The rough draft is well on its way but I do not want to give away much. We meet some new people in the second of the series and a little more is revealed about what is really behind what is happening in the Borderlands. I would love to say more, but I do not think I should at this point. The one person who I have shared the first (thrice-edited ) twelve chapters with said she thinks she likes the story more than Progeny’s.
What other projects are you currently working on?
I am glad you asked, actually. As I have already mentioned, Progeny is a self-published title – a decision I made to prove an ambitious undertaking by a new novelist could be really good (after literary agencies ran from the length of the book).
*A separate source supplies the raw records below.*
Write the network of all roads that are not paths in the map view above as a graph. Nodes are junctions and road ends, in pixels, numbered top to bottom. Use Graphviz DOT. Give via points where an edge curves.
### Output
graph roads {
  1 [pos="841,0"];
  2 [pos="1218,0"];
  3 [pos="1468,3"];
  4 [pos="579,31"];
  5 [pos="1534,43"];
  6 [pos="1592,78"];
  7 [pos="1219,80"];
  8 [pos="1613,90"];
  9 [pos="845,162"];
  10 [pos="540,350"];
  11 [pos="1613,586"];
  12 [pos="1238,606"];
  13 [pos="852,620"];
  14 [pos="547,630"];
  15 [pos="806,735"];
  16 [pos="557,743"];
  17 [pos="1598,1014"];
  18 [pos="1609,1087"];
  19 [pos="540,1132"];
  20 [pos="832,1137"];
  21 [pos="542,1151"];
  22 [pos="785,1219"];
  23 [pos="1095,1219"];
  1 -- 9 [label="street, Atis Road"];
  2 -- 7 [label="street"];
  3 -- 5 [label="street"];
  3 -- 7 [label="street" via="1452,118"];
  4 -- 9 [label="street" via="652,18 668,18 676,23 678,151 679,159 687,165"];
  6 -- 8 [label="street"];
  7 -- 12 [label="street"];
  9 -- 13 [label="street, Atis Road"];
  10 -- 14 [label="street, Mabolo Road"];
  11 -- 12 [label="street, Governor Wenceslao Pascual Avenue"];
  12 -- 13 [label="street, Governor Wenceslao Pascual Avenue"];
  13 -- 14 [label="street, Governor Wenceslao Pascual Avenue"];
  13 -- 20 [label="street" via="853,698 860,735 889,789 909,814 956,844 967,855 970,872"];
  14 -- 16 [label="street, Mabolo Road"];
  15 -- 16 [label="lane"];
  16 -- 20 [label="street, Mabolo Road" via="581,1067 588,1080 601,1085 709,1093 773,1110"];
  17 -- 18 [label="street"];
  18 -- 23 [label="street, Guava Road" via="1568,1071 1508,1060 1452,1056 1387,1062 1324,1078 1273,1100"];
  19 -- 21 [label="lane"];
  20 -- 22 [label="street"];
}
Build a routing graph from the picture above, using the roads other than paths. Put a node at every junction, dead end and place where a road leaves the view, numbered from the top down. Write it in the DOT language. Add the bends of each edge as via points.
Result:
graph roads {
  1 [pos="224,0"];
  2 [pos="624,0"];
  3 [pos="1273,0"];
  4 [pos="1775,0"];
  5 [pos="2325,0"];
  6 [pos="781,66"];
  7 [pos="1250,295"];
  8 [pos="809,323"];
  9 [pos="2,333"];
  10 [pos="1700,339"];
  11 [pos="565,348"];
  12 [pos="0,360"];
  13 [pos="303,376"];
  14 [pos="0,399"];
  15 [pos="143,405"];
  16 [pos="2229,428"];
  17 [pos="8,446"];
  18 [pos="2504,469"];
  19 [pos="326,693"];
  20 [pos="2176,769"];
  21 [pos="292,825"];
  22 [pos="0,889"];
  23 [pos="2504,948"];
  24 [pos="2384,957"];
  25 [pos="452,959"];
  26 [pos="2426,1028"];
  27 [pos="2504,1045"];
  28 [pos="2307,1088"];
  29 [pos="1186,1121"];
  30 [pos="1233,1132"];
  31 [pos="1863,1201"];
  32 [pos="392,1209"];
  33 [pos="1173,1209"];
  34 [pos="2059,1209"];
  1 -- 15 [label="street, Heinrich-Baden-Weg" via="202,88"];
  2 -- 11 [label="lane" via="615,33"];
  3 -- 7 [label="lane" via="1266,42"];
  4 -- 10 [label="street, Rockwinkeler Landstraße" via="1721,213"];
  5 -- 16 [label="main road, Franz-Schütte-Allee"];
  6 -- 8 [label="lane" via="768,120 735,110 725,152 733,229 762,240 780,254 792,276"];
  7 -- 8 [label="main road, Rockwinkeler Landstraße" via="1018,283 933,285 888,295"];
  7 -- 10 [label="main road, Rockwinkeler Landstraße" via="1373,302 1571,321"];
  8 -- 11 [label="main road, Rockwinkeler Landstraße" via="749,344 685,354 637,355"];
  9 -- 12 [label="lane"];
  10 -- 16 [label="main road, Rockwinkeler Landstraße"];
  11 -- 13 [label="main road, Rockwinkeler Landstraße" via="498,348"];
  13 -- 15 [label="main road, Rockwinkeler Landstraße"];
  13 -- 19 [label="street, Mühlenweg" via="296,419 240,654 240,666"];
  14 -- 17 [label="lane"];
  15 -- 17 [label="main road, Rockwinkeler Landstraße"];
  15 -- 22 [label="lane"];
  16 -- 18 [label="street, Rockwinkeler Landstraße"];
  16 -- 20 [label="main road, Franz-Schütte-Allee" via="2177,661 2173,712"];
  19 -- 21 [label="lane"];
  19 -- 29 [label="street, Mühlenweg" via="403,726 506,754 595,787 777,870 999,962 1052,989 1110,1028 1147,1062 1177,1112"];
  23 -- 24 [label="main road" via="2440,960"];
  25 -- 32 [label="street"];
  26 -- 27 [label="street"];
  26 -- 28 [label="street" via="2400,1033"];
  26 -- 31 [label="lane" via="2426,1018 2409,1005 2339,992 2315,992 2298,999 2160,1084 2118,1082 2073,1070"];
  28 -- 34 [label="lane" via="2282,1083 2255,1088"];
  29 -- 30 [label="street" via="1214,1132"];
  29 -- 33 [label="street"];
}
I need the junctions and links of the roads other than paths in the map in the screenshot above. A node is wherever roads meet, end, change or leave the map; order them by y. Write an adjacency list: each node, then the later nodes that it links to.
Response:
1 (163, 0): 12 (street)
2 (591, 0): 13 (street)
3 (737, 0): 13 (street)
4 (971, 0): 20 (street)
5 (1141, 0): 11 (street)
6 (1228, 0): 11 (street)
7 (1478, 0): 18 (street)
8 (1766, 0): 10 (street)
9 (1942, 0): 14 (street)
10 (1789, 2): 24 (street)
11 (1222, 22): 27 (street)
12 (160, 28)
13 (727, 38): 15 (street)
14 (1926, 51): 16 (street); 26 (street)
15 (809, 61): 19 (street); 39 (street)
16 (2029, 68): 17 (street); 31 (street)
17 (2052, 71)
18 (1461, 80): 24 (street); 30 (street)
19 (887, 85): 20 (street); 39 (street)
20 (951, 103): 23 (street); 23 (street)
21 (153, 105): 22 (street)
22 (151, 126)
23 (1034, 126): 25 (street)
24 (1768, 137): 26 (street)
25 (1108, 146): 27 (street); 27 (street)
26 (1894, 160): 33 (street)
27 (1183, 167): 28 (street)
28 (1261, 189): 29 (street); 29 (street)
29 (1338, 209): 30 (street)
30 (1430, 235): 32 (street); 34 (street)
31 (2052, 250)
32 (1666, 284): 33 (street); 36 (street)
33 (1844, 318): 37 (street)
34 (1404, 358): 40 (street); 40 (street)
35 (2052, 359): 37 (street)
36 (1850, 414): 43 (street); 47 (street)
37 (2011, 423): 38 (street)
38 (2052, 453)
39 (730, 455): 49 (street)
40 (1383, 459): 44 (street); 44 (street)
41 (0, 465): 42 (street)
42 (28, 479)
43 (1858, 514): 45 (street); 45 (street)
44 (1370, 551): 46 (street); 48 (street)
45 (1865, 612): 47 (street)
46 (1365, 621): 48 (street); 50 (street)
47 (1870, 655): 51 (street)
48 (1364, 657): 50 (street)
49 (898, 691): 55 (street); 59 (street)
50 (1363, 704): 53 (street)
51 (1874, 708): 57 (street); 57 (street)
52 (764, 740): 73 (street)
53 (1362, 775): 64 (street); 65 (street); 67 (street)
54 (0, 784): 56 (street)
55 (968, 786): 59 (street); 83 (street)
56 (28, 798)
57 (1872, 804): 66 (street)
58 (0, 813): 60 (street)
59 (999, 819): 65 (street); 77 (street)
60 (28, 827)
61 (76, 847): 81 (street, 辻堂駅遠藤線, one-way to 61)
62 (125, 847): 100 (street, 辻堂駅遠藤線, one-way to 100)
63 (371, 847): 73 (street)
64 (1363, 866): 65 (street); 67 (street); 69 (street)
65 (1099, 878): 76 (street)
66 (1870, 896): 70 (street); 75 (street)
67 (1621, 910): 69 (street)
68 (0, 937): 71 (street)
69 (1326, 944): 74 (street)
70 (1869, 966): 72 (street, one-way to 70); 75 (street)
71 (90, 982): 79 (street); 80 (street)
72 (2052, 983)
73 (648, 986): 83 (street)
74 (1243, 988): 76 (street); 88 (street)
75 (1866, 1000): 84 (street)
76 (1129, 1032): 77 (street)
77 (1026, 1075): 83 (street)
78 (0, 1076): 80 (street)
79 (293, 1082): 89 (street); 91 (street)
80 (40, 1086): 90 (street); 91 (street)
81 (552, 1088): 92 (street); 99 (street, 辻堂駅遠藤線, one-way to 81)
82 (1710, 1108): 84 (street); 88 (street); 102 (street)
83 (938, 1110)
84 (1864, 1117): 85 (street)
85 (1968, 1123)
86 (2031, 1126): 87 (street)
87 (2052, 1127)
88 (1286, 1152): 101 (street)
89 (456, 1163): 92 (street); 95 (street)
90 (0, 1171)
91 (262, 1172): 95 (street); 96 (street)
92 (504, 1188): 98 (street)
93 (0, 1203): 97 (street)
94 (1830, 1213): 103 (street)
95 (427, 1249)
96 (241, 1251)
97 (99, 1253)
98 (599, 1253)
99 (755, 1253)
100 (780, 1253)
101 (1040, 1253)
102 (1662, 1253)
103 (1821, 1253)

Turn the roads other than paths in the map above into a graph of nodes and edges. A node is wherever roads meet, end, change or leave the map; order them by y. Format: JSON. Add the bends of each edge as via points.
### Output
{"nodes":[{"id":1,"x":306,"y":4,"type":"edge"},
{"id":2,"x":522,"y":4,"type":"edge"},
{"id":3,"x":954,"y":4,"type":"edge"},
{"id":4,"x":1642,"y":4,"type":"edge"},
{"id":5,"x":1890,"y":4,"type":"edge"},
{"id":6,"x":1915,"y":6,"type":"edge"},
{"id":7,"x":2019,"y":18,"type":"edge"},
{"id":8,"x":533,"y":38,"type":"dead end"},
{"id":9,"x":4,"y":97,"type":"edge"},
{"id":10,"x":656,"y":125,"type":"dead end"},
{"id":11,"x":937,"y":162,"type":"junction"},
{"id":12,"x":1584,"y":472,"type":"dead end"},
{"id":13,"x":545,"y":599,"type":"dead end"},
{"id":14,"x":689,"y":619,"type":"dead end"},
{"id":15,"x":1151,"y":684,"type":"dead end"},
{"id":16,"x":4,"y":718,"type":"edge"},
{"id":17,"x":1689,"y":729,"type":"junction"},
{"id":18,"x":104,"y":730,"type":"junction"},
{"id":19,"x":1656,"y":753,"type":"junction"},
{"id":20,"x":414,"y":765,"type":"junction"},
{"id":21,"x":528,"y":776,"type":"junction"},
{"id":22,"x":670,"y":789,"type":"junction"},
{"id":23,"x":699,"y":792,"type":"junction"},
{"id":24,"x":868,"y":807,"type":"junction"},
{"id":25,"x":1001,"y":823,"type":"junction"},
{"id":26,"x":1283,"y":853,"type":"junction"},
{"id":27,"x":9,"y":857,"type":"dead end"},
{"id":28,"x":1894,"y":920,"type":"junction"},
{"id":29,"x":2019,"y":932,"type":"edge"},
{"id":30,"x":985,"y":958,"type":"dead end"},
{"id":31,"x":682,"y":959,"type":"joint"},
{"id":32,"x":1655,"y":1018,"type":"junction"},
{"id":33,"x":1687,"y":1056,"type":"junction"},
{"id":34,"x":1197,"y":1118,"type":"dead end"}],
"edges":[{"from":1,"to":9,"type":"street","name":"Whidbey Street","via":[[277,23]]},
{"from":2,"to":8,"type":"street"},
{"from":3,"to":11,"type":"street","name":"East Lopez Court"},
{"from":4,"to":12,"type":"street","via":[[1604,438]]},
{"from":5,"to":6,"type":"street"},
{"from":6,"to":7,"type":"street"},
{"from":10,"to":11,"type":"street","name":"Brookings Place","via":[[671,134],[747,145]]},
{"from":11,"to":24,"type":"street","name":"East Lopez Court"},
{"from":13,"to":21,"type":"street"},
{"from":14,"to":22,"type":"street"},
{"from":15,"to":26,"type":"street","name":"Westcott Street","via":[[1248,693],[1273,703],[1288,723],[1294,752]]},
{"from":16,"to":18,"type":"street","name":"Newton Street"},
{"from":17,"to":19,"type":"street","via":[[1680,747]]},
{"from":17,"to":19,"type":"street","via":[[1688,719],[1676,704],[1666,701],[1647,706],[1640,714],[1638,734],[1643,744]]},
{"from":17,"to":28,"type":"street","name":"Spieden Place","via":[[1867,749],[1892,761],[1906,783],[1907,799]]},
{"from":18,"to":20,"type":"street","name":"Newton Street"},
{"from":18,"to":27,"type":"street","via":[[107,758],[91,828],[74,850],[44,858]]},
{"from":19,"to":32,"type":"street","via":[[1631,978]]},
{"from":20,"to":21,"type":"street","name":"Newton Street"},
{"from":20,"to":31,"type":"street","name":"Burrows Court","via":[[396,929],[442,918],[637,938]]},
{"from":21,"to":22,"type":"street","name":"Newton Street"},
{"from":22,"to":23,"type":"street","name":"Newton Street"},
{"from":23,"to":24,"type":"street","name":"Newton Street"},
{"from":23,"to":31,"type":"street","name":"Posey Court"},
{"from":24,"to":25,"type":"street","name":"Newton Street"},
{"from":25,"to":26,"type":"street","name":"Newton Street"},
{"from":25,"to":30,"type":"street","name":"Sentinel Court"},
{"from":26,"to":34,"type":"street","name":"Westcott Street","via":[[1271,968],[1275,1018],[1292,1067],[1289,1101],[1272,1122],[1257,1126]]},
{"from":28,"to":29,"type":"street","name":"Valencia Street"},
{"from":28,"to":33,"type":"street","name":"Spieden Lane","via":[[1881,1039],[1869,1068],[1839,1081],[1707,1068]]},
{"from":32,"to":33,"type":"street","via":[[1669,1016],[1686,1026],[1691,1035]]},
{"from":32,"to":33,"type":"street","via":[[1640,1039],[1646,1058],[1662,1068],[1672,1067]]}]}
The great reviews the novel has received tells me that not only can I legitimately write, but encouraged my belief the book can be a commercial success.
However, I am struggling with the same issue all self-published authors: no one knows about the book. I am the author, editor, publisher, and marketer. The stigma around self-published titles is crumbling amongst readers, but it is still difficult to overcome and gain any sort of recognition.
Links to the short stories as they become available can be found here: http://www.progenythebook.com/The-Terrene-Chronicles.html
Where can we find out more about you and your work?
http://www.ProgenyTheBook.com is the website of the book (http://www.rtkaelin.com also points there). The book has a following at LibraryThing.com and GoodReads.com (where I blog). You can get details on the book or see reader reviews at either of the sites (as well as at Shelfari.com) or purchase print editions at Amazon.com or BarnesAndNoble.com. The Kindle version was released last month for those of you with a Kindle (or Kindle reader software).
Thanks so much for agreeing to the interview and sharing your time here!